* [WORK REQUEST]:
Please return every line of the records below that contains the word "paths".

━━━ RECORD EXTRACTS ━━━

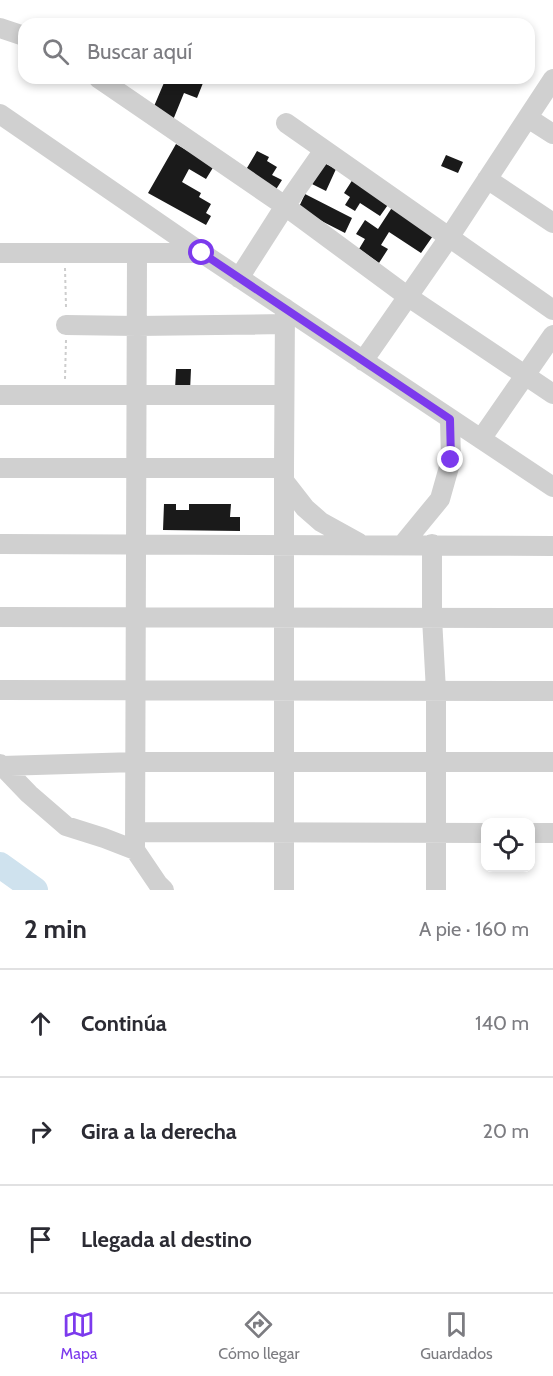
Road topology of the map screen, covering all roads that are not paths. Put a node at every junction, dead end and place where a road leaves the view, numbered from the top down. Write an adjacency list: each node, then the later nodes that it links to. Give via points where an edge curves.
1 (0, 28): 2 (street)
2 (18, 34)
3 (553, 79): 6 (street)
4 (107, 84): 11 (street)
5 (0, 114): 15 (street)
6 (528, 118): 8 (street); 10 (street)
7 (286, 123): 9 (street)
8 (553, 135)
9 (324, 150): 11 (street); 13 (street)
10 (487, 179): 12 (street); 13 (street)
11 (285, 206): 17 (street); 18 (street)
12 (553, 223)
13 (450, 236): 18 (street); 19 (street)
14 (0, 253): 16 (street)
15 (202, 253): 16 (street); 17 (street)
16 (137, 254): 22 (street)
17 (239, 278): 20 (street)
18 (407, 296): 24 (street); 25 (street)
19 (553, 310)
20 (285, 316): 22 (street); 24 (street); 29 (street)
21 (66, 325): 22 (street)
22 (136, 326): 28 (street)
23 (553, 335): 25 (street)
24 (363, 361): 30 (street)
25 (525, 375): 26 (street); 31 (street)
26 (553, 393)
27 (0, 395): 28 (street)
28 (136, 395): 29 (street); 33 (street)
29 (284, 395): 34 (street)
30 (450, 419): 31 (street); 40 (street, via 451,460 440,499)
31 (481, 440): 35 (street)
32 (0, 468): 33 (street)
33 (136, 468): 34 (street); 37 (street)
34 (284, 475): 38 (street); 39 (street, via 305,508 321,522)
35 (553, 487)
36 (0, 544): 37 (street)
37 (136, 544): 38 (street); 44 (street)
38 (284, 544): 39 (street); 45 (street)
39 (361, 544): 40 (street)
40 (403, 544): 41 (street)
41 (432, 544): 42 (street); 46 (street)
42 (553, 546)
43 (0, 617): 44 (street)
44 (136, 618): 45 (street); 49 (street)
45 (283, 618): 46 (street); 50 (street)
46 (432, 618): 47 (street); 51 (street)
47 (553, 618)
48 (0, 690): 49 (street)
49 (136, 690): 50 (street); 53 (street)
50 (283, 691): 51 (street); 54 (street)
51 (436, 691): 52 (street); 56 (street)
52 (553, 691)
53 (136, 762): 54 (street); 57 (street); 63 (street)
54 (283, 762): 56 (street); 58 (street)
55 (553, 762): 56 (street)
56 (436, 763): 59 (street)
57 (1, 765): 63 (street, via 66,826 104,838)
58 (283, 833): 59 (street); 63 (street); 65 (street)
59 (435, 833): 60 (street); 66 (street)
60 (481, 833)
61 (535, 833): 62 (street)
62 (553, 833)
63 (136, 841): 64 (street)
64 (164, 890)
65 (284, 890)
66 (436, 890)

━━━
━━━ RECORD EXTRACTS ━━━

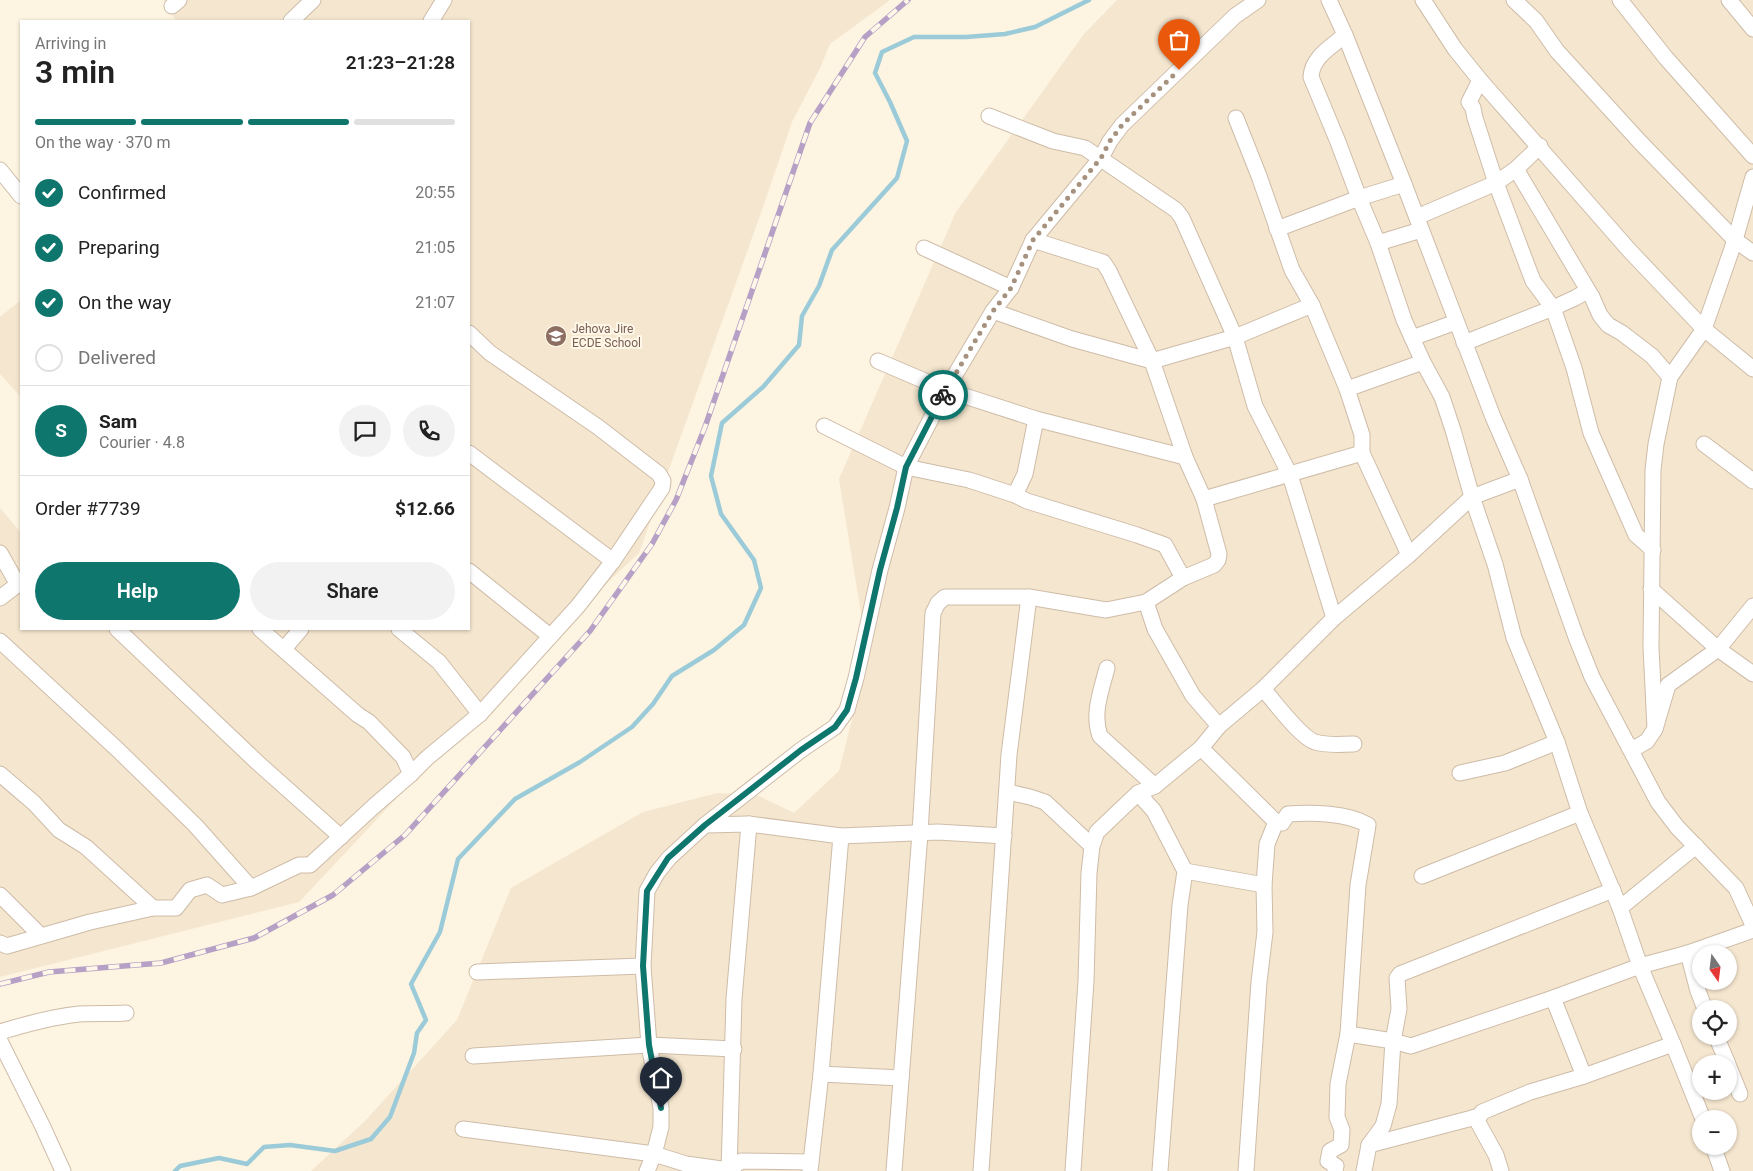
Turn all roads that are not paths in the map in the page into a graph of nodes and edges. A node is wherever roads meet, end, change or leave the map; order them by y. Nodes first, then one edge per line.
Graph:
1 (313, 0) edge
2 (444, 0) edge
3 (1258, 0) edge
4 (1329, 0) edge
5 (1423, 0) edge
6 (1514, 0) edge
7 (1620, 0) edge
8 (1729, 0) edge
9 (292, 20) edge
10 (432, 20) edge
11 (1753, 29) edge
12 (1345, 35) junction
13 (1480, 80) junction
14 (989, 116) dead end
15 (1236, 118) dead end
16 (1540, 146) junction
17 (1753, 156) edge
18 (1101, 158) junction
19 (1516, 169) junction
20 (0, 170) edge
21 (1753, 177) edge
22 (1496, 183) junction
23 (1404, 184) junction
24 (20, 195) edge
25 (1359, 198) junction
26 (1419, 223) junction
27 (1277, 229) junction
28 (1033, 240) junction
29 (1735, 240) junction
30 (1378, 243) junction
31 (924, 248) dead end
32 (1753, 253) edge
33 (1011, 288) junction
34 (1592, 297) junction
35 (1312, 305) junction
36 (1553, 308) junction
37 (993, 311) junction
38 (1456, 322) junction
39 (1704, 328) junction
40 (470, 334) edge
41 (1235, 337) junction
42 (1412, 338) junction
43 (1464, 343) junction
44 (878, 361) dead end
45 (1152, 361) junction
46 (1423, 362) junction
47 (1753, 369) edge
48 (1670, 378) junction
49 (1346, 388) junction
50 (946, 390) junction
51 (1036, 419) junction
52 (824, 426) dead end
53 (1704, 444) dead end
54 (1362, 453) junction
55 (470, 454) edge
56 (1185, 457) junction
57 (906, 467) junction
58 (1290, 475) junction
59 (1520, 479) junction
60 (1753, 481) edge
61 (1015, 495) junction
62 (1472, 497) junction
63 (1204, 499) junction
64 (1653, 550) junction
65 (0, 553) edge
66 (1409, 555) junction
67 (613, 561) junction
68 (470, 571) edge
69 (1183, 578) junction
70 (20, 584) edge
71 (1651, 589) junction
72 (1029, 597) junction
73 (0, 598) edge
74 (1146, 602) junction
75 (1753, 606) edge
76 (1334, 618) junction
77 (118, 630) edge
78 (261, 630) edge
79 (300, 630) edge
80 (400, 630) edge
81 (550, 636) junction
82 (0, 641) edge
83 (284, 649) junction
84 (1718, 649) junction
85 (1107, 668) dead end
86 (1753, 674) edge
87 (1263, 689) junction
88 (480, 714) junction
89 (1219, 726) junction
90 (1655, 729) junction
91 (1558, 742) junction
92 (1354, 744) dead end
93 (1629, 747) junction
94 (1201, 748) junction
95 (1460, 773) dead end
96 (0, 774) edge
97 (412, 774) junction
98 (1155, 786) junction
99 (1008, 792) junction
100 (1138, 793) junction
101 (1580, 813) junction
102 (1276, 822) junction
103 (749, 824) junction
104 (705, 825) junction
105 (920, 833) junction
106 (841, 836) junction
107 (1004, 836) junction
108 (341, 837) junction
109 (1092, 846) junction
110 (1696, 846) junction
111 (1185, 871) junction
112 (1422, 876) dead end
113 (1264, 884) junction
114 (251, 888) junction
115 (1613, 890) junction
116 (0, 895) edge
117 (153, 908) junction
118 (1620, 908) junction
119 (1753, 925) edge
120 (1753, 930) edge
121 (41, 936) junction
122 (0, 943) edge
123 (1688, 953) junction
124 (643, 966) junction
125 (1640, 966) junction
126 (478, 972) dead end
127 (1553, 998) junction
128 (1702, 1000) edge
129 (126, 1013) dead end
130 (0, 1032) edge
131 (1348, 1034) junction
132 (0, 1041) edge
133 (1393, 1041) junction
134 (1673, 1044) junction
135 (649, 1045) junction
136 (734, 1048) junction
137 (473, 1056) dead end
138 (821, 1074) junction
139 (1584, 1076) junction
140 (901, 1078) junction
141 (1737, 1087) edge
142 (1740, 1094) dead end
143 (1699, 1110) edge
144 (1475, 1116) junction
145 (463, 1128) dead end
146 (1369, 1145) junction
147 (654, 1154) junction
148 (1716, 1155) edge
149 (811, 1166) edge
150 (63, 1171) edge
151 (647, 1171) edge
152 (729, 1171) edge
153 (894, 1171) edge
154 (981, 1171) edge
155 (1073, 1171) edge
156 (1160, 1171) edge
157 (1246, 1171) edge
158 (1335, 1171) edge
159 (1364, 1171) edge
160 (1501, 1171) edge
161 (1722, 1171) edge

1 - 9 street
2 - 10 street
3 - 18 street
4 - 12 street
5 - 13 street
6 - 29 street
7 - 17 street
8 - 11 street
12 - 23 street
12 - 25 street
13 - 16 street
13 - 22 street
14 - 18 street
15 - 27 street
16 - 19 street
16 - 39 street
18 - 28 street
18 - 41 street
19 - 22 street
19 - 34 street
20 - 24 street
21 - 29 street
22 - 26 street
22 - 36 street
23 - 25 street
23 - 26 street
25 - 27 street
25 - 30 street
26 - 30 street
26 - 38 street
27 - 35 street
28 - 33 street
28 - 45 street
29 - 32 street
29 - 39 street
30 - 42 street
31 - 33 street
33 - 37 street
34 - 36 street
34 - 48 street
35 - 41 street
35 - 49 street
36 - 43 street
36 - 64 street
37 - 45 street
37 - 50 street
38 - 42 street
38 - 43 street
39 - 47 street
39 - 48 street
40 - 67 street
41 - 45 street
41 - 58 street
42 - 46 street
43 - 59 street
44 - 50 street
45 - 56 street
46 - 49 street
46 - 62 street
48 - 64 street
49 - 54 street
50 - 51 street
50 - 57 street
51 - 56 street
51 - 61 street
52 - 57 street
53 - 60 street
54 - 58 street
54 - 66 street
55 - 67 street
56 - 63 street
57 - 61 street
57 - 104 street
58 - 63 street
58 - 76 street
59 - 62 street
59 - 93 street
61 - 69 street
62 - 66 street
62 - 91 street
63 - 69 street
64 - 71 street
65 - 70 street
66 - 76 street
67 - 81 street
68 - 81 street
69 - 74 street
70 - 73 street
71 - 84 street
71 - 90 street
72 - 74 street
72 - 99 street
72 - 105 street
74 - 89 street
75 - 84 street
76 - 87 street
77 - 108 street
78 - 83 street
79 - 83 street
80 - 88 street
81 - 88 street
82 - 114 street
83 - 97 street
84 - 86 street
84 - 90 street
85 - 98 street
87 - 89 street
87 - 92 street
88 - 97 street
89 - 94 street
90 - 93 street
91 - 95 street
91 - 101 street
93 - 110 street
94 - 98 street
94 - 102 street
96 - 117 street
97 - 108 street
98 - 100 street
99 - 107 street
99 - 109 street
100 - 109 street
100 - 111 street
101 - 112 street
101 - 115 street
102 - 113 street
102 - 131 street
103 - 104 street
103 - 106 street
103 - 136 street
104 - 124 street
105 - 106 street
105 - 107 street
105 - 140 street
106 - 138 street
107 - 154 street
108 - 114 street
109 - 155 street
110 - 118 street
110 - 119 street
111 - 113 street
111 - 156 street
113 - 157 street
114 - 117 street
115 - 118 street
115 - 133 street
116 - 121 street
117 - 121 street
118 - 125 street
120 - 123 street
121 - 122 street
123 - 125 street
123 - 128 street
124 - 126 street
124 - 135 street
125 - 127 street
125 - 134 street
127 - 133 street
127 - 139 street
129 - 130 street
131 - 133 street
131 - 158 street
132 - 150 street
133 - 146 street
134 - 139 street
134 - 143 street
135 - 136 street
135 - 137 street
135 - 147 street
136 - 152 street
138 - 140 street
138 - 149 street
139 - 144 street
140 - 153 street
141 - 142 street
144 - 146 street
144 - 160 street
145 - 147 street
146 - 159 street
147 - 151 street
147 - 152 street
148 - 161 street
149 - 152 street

━━━

* [SOLVED EXERCISE]:
Road topology of the map screen, covering all roads that are not paths. Put a node at every junction, dead end and place where a road leaves the view, numbered from the top down. Write an adjacency list: each node, then the later nodes that it links to. Give via points where an edge curves.
Turn all roads that are not paths in the map in the page into a graph of nodes and edges. A node is wherever roads meet, end, change or leave the map; order them by y. Nodes first, then one edge per line.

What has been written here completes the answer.